• WHAT TO DO:
Search the records for the string "Mezzo" and copy every line where it turns up.

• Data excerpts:
- - - - - - -
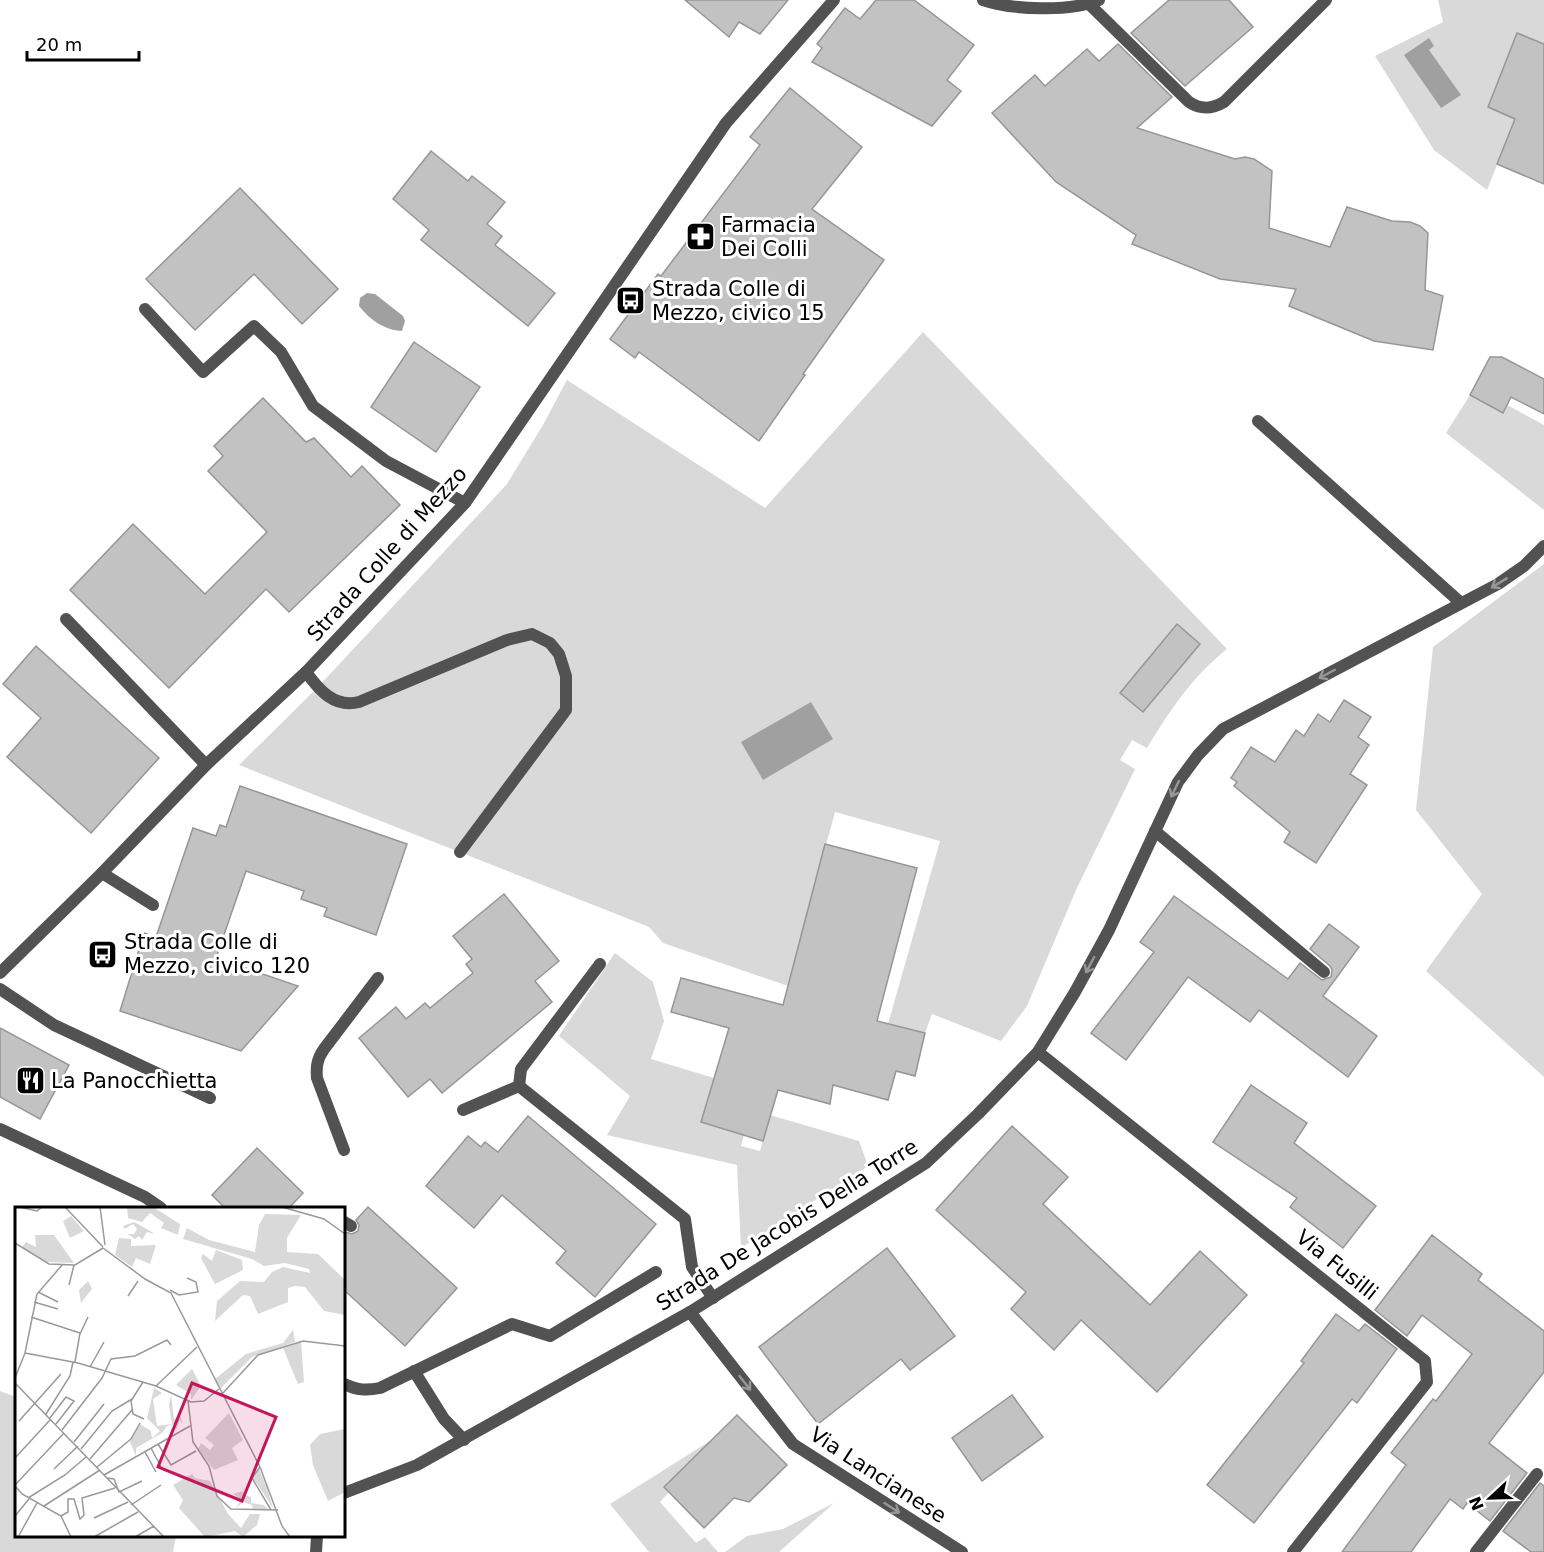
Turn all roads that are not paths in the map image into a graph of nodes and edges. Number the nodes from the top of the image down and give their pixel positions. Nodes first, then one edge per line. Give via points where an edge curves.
1 (834, 0) edge
2 (983, 0) edge
3 (1326, 0) edge
4 (1094, 2) edge
5 (145, 309) dead end
6 (1258, 421) dead end
7 (465, 503) junction
8 (1544, 546) edge
9 (1461, 603) junction
10 (66, 619) dead end
11 (306, 672) junction
12 (206, 765) junction
13 (1155, 831) junction
14 (460, 852) dead end
15 (102, 873) junction
16 (153, 905) dead end
17 (600, 964) dead end
18 (1324, 972) dead end
19 (0, 973) edge
20 (378, 978) dead end
21 (0, 989) edge
22 (1038, 1052) junction
23 (519, 1086) junction
24 (210, 1098) dead end
25 (463, 1110) dead end
26 (0, 1129) edge
27 (344, 1150) dead end
28 (158, 1207) edge
29 (656, 1272) dead end
30 (712, 1298) junction
31 (690, 1312) junction
32 (414, 1371) junction
33 (345, 1384) edge
34 (464, 1440) junction
35 (1537, 1474) dead end
36 (345, 1493) edge
37 (317, 1537) edge
38 (316, 1552) edge
39 (962, 1552) edge
40 (1293, 1552) edge
41 (1476, 1552) edge

1 - 7 street, Strada Colle di Mezzo via 726,123
2 - 4 street via 1023,7
3 - 4 street via 1224,102 1206,108 1189,102
5 - 7 street via 203,372 254,326 281,352 313,406 386,461
6 - 9 street
7 - 11 street, Strada Colle di Mezzo
8 -> 9 street, Strada De Jacobis Della Torre via 1498,584
9 -> 13 street, Strada De Jacobis Della Torre via 1222,729 1178,782
10 - 12 street
11 - 12 street, Strada Colle di Mezzo
11 - 14 street via 319,690 348,705 507,640 532,634 550,643 559,654 566,676 566,710
12 - 15 street, Strada Colle di Mezzo
13 - 18 street
13 -> 22 street, Strada De Jacobis Della Torre via 1108,930
15 - 16 street
15 - 19 street, Strada Colle di Mezzo
17 - 23 street via 521,1069
20 - 27 street via 318,1057 316,1067
21 - 24 street via 54,1025
22 - 30 street, Strada De Jacobis Della Torre via 926,1163
22 - 40 street, Via Fusilli via 1425,1361 1427,1382
23 - 25 street
23 - 30 street via 685,1219 692,1267
26 - 28 street via 145,1197
29 - 32 street via 550,1336 512,1324
30 - 31 street, Strada De Jacobis Della Torre
31 - 34 street, Strada De Jacobis Della Torre
31 -> 39 street, Via Lancianese via 793,1444
32 - 33 street via 366,1391
32 - 34 street via 444,1419
34 - 36 street, Strada De Jacobis Della Torre via 417,1466
35 - 41 street
37 - 38 street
- - - - - - -
• ANSWER BELOW:
1 - 7 street, Strada Colle di Mezzo via 726,123
7 - 11 street, Strada Colle di Mezzo
11 - 12 street, Strada Colle di Mezzo
12 - 15 street, Strada Colle di Mezzo
15 - 19 street, Strada Colle di Mezzo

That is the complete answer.